Re: Sequences of combining characters (from Romanization of Cyrillic and Byzantine legal codes)

From: Kenneth Whistler (kenw@sybase.com)
Date: Fri Sep 20 2002 - 20:07:30 EDT

  • Next message: Peter_Constable@sil.org: "Re: Sequences of combining characters (from Romanization of Cyrillic and Byzantine legal codes)"

    Peter said:

    > >This stuff *can* all be handled with appropriately designed
    > >ligations in fonts, so there are options for display:
    > >
    > ><U+0074, U+0361, U+0073, U+0307>
    > >
    > > ==>
    > > maps via ligation table to:
    > >
    > >{t-s-tie-ligature-with-dot-above} glyph
    >
    > I would consider this an anomolous rendering. It is counter-exemplified by
    > figure 7-6 in TUS3.0. I'd be concerned of longer-term problems if we
    > decided to say that this was a valid alternate rendering from
    >
    > >{t-s-dot-tie-ligature} glyph

    Well, yes, it would be anomalous, which is why it would require
    somebody to go to the trouble to make a special ligation table
    entry for it.

    But what longer-term problems are you talking about? I didn't
    say we should put in a formal rendering *rule* in the Unicode
    Standard that says something different from Figure 7-6, along
    the lines of converting one form to the other as above.

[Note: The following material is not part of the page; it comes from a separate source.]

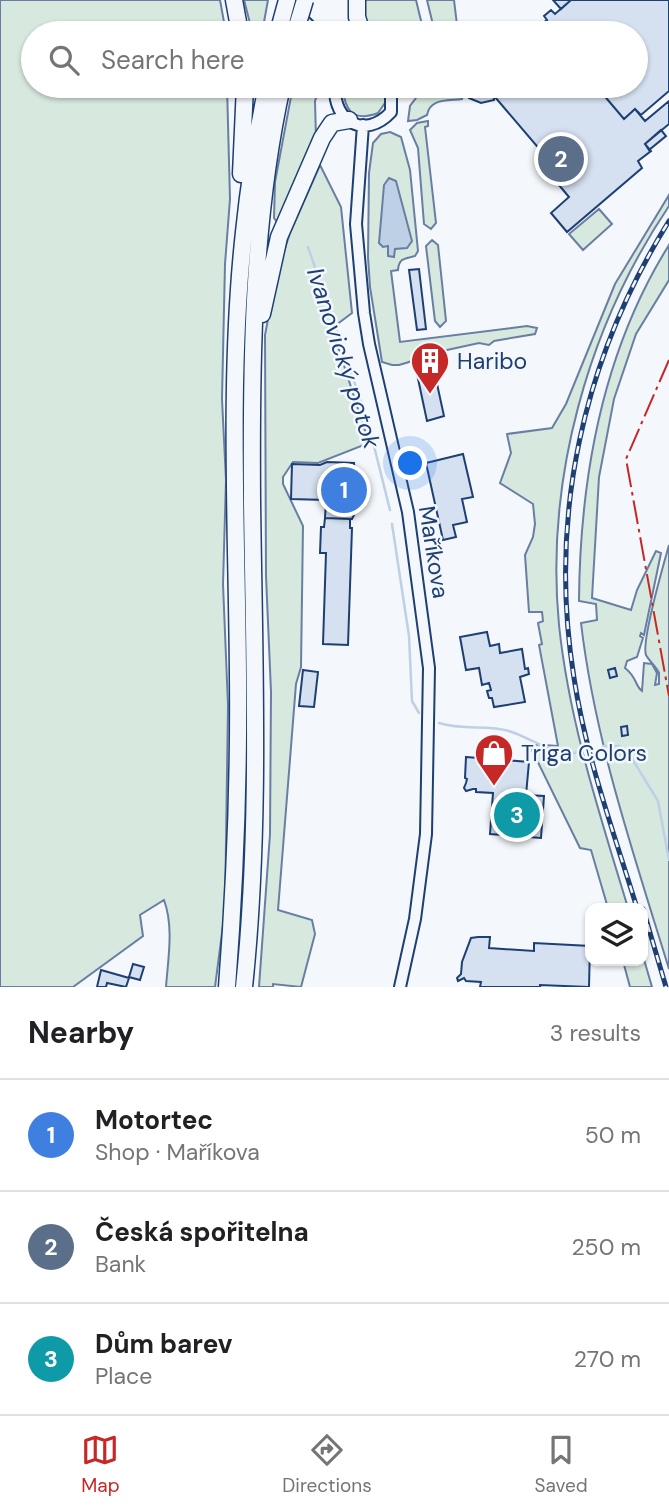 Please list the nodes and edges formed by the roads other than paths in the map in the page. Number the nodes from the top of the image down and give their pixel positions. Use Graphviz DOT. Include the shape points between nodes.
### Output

    Look, let's consider again what problem we are trying to solve
    here. We have two funky forms from the ALA-LC transliteration
    tables, for which we haven't heard back yet from bibliographic
    sources whether there actually is any *actual* data representation
    problem in USMARC records.

    We can try to invent and promulgate a generic rendering solution
    for these cases (and anything like them) in the Unicode Standard,
    despite the fact that they are an edge case of an edge case for
    Latin script rendering... Or, if it turns out that it isn't a
    general-enough problem to force everyone to deal with it in terms
    of generic rendering, we could suggest alternatives:

       a. markup solutions
       b. specific font ligation solutions for specialized data

    Now consider again the function of these things in the ALA-LC
    transliteration. The Cyrillic transliteration recommendations
    make rather extensive use of ligature ties. Why? Because the
    ALA-LC transliteration schemes make some effort to be round-trippable.
    In other words, the Cyrillic transliteration they recommend is
    not merely a useful romanization that might be in more general
    use, as for a newspaper, but is a romanization from which, in
    principle, you ought to be able to recover the Cyrillic it
    was transliterated from. Thus these schemes distinguish t-s
    from t-s-tie-ligature, since the ligated form might be a
    transliteration of a tse or similar letter, whereas the t-s
    would be a transliteration of a te+es, and so on. In other
    words, the tie-ligatures are being sprinkled in to make ad hoc
    digraphs for the transliteration, to aid in recovery of the
    Cyrillic from the romanization.

    Now the dots above typically represent an articulatory diacritic,
    as for palatalization, or the like.

    So the combination of the two is to indicate: we are transliterating
    a letter with a palatal (say) diacritic, using a digraph.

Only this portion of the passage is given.